Review: Dragon Slayer at Warwick Castle


2019 marks 40 years since Warwick Castle has been run solely as a tourist attraction.

Anyone who has visited since will be familiar with the jousting shows, birds of prey demonstrations, the dungeons and the challenging climb up Guy’s Tower.

But those who were lucky enough to see the first performance of the castle’s new night-time Dragon Slayer show on Friday night will have never seen anything quite like it before.

Not only was this a rare opportunity to be inside the walls of this most spectacular piece of history after dark, it was an opportunity to see the castle in a whole new light.

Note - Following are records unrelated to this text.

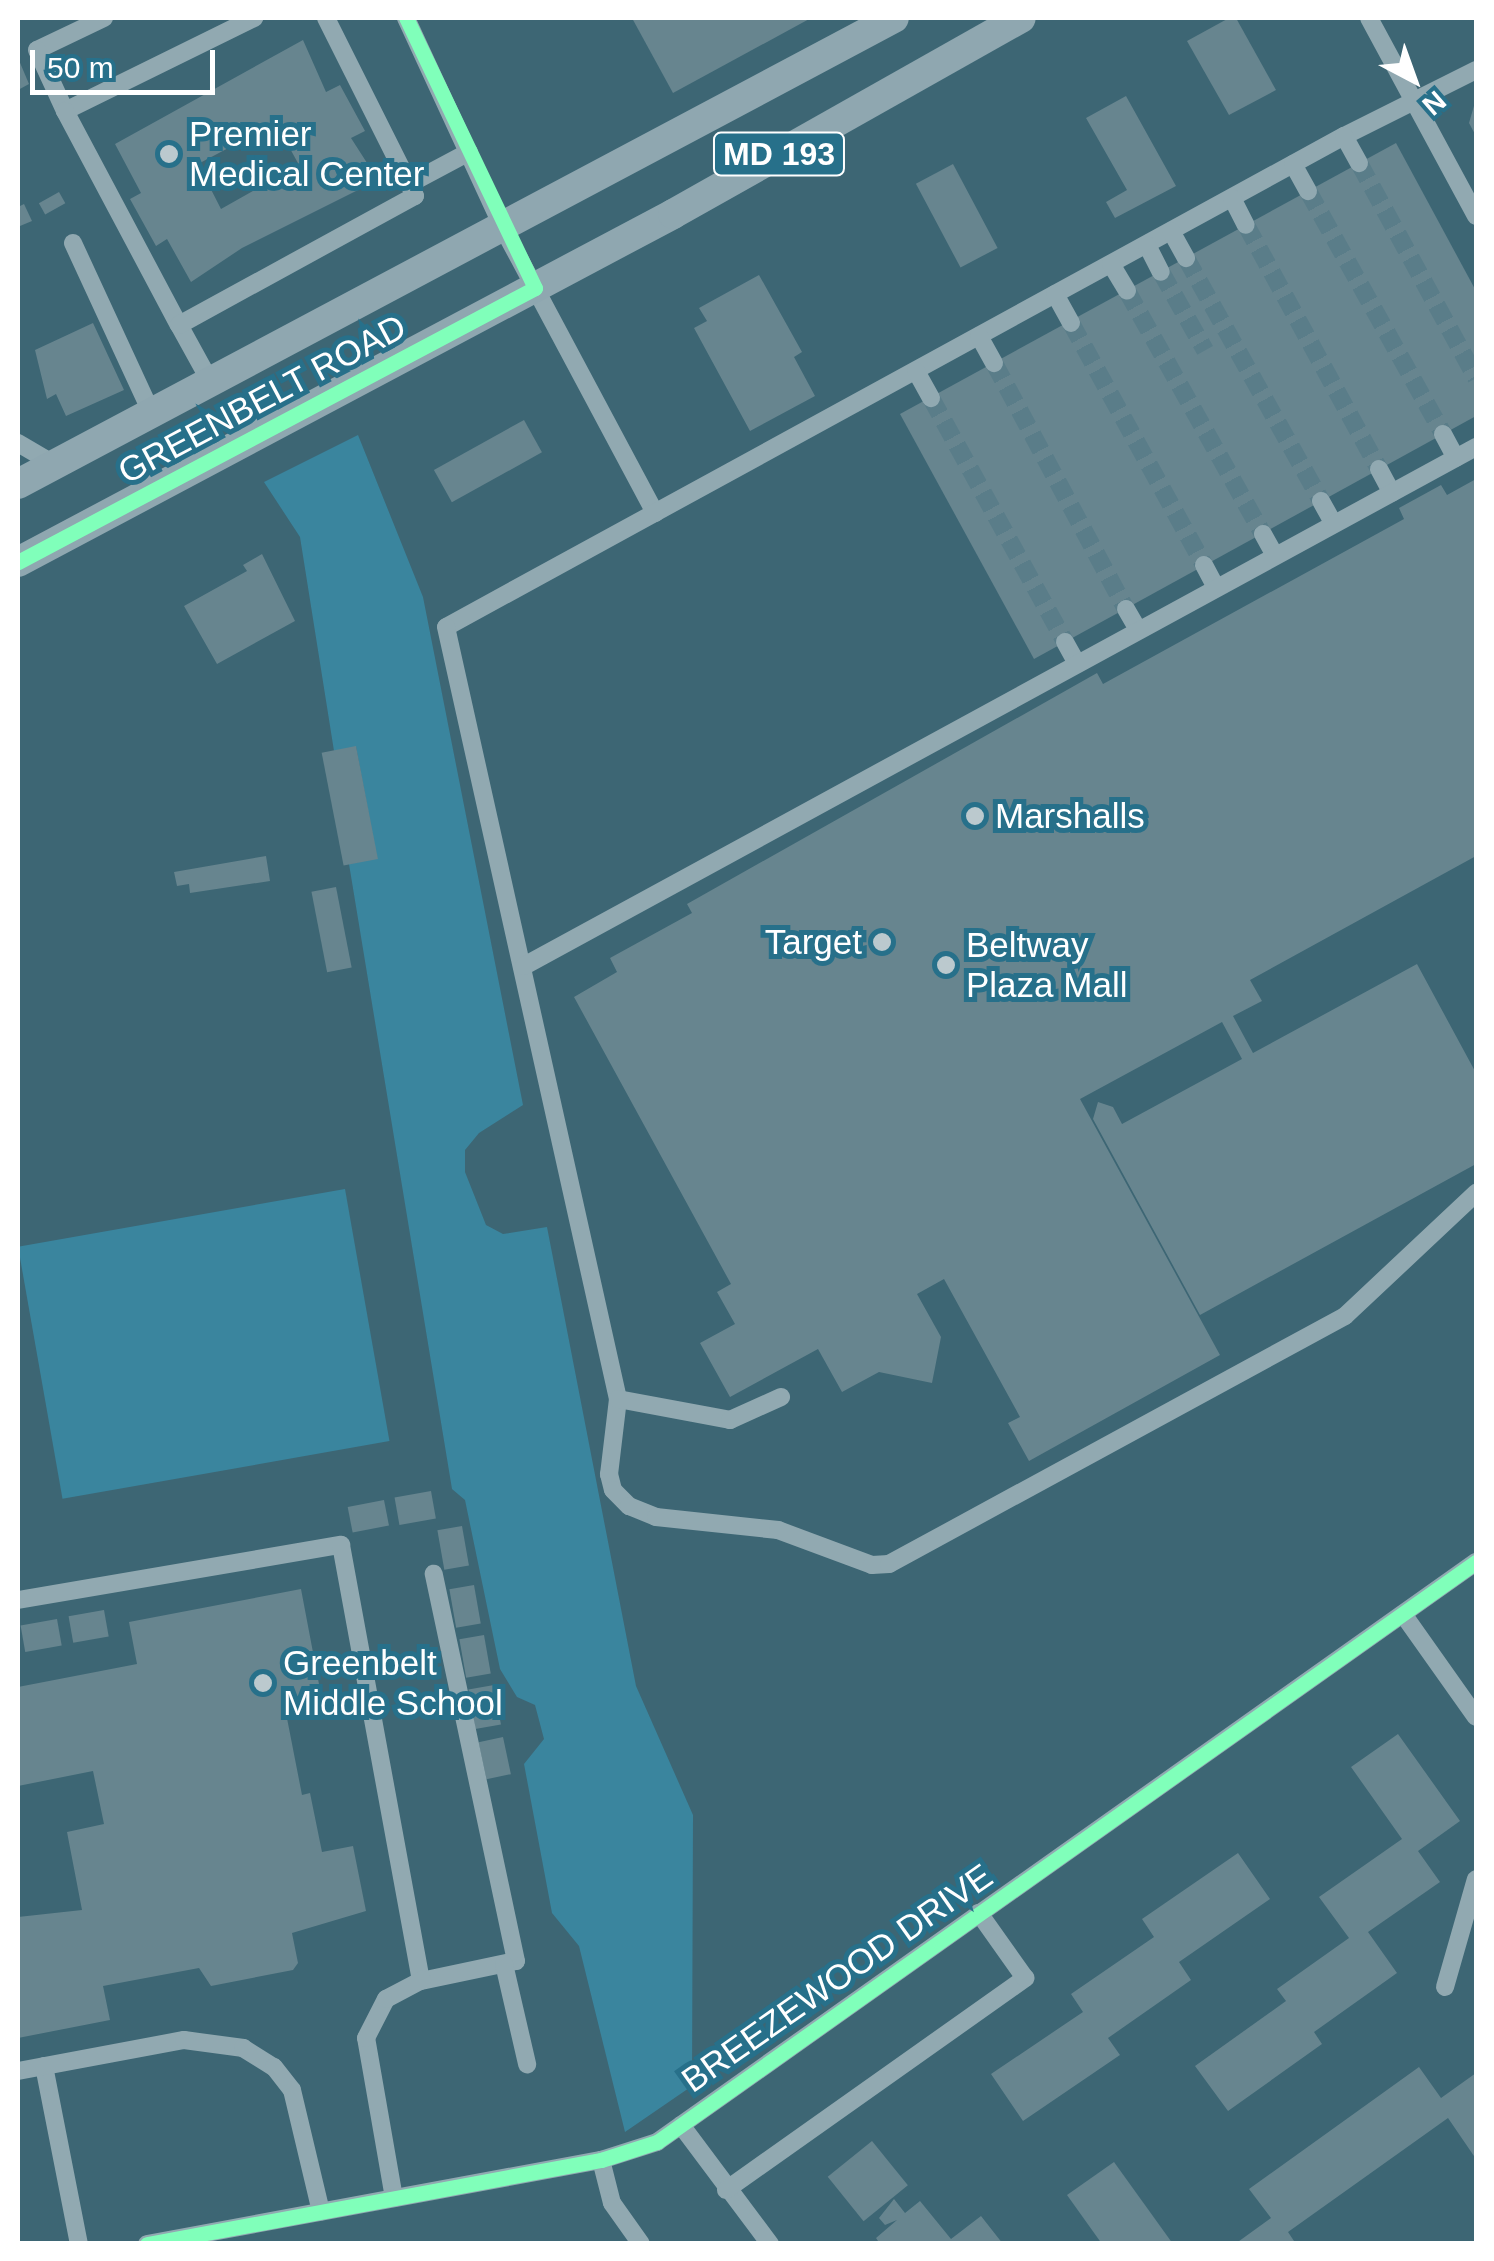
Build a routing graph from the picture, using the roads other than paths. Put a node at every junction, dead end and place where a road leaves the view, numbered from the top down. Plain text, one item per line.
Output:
1 (104, 18) edge
2 (254, 18) edge
3 (326, 18) edge
4 (406, 18) edge
5 (894, 18) edge
6 (1021, 18) edge
7 (1368, 18) edge
8 (1476, 70) edge
9 (1414, 101) junction
10 (65, 112) junction
11 (1344, 136) junction
12 (468, 152) junction
13 (1293, 164) junction
14 (1358, 164) tunnel mouth
15 (409, 184) junction
16 (1308, 192) tunnel mouth
17 (1232, 198) junction
18 (1476, 216) edge
19 (1246, 225) tunnel mouth
20 (504, 230) junction
21 (1171, 230) junction
22 (73, 242) dead end
23 (1147, 244) junction
24 (1186, 258) tunnel mouth
25 (1112, 264) junction
26 (1162, 272) tunnel mouth
27 (535, 288) junction
28 (1127, 291) tunnel mouth
29 (1055, 294) junction
30 (1071, 323) tunnel mouth
31 (179, 325) junction
32 (979, 336) junction
33 (994, 363) tunnel mouth
34 (916, 370) junction
35 (211, 384) junction
36 (931, 398) tunnel mouth
37 (152, 414) junction
38 (1443, 434) tunnel mouth
39 (18, 443) edge
40 (1476, 447) edge
41 (1456, 458) junction
42 (54, 464) junction
43 (1379, 469) tunnel mouth
44 (18, 484) edge
45 (1392, 493) junction
46 (1321, 501) tunnel mouth
47 (655, 513) junction
48 (1334, 524) junction
49 (1263, 534) tunnel mouth
50 (1275, 556) junction
51 (18, 562) edge
52 (1204, 565) tunnel mouth
53 (1216, 588) junction
54 (1126, 609) tunnel mouth
55 (1138, 630) junction
56 (1064, 642) tunnel mouth
57 (1076, 664) junction
58 (524, 966) junction
59 (1476, 1193) edge
60 (781, 1397) dead end
61 (618, 1399) junction
62 (1476, 1562) edge
63 (434, 1574) dead end
64 (18, 1600) edge
65 (1403, 1614) junction
66 (1476, 1717) edge
67 (1476, 1879) edge
68 (980, 1914) junction
69 (504, 1964) junction
70 (422, 1980) junction
71 (1446, 1987) dead end
72 (527, 2064) dead end
73 (44, 2066) junction
74 (18, 2071) edge
75 (681, 2125) junction
76 (602, 2160) junction
77 (726, 2190) junction
78 (394, 2198) junction
79 (321, 2212) junction
80 (78, 2244) edge
81 (147, 2244) edge
82 (641, 2244) edge
83 (770, 2244) edge

1 - 10 street
2 - 10 street
3 - 15 street
4 - 12 street
5 - 20 main road, GREENBELT ROAD / MD 193
6 - 27 main road, GREENBELT ROAD / MD 193
7 - 9 street
8 - 9 street
9 - 11 street
9 - 18 street
10 - 31 street
11 - 13 street
11 - 14 street
12 - 15 street
12 - 20 street
13 - 16 street
13 - 17 street
15 - 31 street
17 - 19 street
17 - 21 street
20 - 27 street
20 - 35 main road, GREENBELT ROAD / MD 193
21 - 23 street
21 - 24 street
22 - 37 street
23 - 25 street
23 - 26 street
25 - 28 street
25 - 29 street
27 - 47 street
27 - 51 main road, GREENBELT ROAD / MD 193
29 - 30 street
29 - 32 street
31 - 35 street
32 - 33 street
32 - 34 street
34 - 36 street
34 - 47 street
35 - 37 main road, GREENBELT ROAD / MD 193
37 - 42 main road, GREENBELT ROAD / MD 193
38 - 41 street
39 - 42 street
40 - 41 street
41 - 45 street
42 - 44 main road, GREENBELT ROAD / MD 193
43 - 45 street
45 - 48 street
46 - 48 street
47 - 58 street
48 - 50 street
49 - 50 street
50 - 53 street
52 - 53 street
53 - 55 street
54 - 55 street
55 - 57 street
56 - 57 street
57 - 58 street
58 - 61 street
59 - 61 street
60 - 61 street
62 - 65 street, BREEZEWOOD DRIVE
63 - 69 street
64 - 70 street
65 - 66 street
65 - 68 street, BREEZEWOOD DRIVE
67 - 71 street
68 - 75 street, BREEZEWOOD DRIVE
68 - 77 street
69 - 70 street
69 - 72 street
70 - 78 street
73 - 74 street
73 - 79 street
73 - 80 street
75 - 76 street, BREEZEWOOD DRIVE
75 - 77 street
76 - 78 street, BREEZEWOOD DRIVE
76 - 82 street
77 - 83 street
78 - 79 street, BREEZEWOOD DRIVE
79 - 81 street, BREEZEWOOD DRIVE

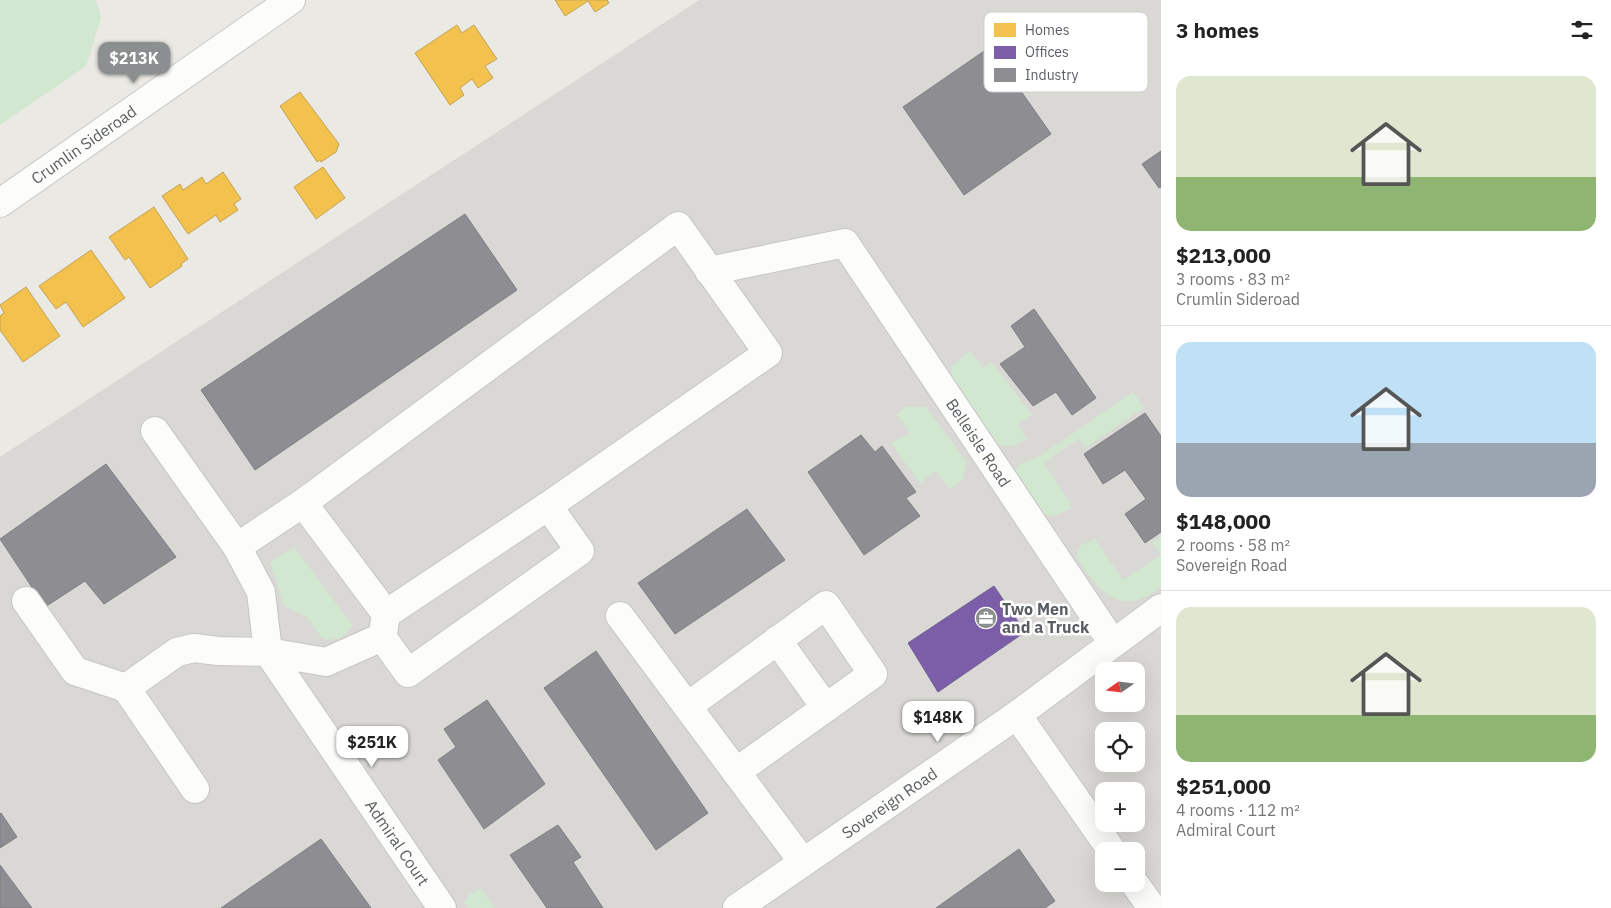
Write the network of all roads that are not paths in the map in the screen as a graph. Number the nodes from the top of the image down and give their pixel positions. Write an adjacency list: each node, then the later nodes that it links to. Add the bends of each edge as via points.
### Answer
1 (291, 0): 2 (street, Crumlin Sideroad)
2 (0, 203)
3 (709, 271): 5 (street, via 678,226); 6 (street, via 768,353); 13 (street, Belleisle Road, via 845,243)
4 (155, 431): 7 (street)
5 (303, 502): 7 (street); 11 (street)
6 (548, 506): 11 (street); 11 (street, via 580,551 408,673)
7 (237, 547): 14 (street, via 261,592)
8 (26, 600): 15 (street, via 74,671)
9 (1161, 608): 13 (street, Sovereign Road)
10 (620, 616): 16 (street)
11 (384, 625): 14 (street, via 326,662)
12 (777, 640): 16 (street); 17 (street); 17 (street, via 826,605 873,674)
13 (1112, 642): 18 (street, Sovereign Road)
14 (268, 652): 15 (street, via 218,652 194,648 177,652); 24 (street, Admiral Court)
15 (126, 688): 20 (street)
16 (688, 706): 19 (street)
17 (826, 708): 19 (street)
18 (1016, 714): 21 (street); 22 (street, Sovereign Road)
19 (736, 772): 22 (street)
20 (195, 789)
21 (1106, 842)
22 (803, 862): 25 (street, Sovereign Road)
23 (1141, 892): 26 (street)
24 (442, 908)
25 (737, 908)
26 (1152, 908)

Dragon Slayer is described, quite appealingly, as ‘spectacular entertainment combining immersive dining experiences, a projection light show on the walls of the castle, fire jousting, live-action stunts and more’.

It didn’t disappoint.

The near two-hour show centred around the largely fabled story of Guy of Warwick – a page at the court of the Earl of Warwick who falls in love with the Earl’s daughter, Felice. But his low standing means she rejects his advances until he has proven himself.

Cut a long story short, and he returns to be knighted and take her hand in marriage having completed a series of superhuman tasks, including ridding the country of the monstrous beast that is the Dun Cow.

The jousting and the slaying of the Dun Cow in the first half of the show was not that much different to the daily battles that take pace in the riverside arena, despite the additional pyrotechnics under the night sky.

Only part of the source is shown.